- TASK DESCRIPTION
Scan the lines below for the string "connectivity" and copy every one that has it.

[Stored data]
= Beginning of Section =
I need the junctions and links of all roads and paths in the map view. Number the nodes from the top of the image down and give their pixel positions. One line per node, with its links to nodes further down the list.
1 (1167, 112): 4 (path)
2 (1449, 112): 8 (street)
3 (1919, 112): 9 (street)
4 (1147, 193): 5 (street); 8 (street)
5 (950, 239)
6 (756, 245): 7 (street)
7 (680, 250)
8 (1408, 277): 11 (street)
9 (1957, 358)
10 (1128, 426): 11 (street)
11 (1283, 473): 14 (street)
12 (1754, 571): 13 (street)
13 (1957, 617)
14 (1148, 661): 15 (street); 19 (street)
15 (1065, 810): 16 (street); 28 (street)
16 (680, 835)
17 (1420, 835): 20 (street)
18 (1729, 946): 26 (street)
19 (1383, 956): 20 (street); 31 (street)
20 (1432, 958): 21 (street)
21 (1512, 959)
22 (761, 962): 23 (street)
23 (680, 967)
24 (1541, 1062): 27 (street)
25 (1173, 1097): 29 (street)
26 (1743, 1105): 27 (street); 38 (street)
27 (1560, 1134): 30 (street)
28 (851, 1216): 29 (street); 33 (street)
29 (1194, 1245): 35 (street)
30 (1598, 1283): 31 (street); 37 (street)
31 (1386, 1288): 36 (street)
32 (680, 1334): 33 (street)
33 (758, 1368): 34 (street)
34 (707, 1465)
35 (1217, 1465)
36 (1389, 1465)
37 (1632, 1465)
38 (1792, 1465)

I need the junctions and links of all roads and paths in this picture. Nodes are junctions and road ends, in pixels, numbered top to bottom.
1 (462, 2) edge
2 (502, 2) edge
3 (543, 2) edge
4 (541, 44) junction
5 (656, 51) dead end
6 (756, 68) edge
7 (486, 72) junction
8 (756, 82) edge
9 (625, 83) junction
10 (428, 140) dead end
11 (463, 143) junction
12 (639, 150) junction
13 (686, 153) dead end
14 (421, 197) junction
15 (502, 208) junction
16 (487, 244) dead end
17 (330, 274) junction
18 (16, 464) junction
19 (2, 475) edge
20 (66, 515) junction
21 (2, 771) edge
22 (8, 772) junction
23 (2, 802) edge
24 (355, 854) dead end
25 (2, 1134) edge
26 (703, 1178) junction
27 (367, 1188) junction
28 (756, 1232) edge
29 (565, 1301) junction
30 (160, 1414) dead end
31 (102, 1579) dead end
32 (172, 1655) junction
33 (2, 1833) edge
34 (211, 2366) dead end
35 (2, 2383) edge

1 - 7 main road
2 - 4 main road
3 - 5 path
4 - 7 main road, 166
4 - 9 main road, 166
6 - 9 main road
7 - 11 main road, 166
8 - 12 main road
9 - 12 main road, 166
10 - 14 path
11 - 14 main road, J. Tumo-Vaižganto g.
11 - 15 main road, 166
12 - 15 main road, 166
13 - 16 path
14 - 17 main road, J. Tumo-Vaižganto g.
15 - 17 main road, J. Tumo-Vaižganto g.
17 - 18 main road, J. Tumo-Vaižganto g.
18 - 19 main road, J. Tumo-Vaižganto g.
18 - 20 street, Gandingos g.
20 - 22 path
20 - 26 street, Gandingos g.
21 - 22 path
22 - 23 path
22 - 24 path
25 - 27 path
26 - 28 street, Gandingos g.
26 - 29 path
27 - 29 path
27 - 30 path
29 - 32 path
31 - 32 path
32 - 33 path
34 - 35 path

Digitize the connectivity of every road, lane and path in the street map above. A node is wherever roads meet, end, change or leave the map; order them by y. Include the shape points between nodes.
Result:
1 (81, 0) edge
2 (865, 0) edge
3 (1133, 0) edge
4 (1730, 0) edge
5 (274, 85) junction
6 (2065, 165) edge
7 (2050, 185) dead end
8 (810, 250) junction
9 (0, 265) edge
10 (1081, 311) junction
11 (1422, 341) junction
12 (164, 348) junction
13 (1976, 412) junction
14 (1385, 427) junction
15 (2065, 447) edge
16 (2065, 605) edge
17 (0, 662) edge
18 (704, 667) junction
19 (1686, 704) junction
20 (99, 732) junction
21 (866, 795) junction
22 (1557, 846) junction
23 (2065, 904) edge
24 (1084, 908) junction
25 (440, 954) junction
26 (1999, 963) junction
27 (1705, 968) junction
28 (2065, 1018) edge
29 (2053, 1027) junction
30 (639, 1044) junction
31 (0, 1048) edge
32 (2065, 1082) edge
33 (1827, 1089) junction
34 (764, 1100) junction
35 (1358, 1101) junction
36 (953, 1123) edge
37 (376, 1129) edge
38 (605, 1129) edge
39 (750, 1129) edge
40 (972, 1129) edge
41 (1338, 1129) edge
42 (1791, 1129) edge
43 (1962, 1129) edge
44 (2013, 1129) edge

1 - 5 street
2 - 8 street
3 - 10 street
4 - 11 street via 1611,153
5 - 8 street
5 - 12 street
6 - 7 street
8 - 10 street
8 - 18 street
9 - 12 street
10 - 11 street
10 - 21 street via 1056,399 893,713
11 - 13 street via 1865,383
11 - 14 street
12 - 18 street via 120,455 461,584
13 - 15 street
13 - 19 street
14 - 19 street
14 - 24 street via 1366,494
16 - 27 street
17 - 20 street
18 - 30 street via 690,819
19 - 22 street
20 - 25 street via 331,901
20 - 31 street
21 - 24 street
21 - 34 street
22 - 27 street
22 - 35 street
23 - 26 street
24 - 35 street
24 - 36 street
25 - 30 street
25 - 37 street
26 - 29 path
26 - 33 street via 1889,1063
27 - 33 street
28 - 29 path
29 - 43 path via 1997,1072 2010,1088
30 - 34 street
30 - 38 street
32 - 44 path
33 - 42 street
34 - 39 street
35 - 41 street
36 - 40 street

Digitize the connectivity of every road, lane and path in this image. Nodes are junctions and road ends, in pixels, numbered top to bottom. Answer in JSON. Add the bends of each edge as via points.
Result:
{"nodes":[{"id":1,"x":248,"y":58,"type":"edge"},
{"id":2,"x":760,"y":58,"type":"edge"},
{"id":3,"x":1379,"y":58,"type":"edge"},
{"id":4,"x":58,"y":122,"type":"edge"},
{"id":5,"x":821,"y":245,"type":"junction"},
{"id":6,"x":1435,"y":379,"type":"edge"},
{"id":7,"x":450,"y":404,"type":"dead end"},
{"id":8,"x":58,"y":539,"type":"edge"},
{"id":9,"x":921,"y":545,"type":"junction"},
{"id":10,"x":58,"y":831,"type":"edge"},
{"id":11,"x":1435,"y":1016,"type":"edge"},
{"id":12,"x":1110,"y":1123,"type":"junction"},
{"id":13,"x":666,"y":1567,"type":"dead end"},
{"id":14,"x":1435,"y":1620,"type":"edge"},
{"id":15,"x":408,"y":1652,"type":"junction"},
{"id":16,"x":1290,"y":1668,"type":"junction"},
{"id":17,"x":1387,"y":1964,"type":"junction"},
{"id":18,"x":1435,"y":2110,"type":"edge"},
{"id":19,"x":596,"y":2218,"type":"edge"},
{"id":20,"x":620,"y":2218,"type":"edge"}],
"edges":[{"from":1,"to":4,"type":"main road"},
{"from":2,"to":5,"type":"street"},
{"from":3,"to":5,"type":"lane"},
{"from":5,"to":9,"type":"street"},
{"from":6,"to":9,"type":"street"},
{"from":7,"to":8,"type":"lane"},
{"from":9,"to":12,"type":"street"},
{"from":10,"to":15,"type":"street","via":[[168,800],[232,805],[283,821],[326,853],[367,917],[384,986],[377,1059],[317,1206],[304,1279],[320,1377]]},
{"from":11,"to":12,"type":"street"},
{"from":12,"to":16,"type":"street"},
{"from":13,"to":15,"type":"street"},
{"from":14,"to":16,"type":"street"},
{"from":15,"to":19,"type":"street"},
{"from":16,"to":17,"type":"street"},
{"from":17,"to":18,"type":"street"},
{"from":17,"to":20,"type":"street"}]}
= End of Section =
- OUTPUT OF THE EXERCISE
Digitize the connectivity of every road, lane and path in the street map above. A node is wherever roads meet, end, change or leave the map; order them by y. Include the shape points between nodes.
Digitize the connectivity of every road, lane and path in this image. Nodes are junctions and road ends, in pixels, numbered top to bottom. Answer in JSON. Add the bends of each edge as via points.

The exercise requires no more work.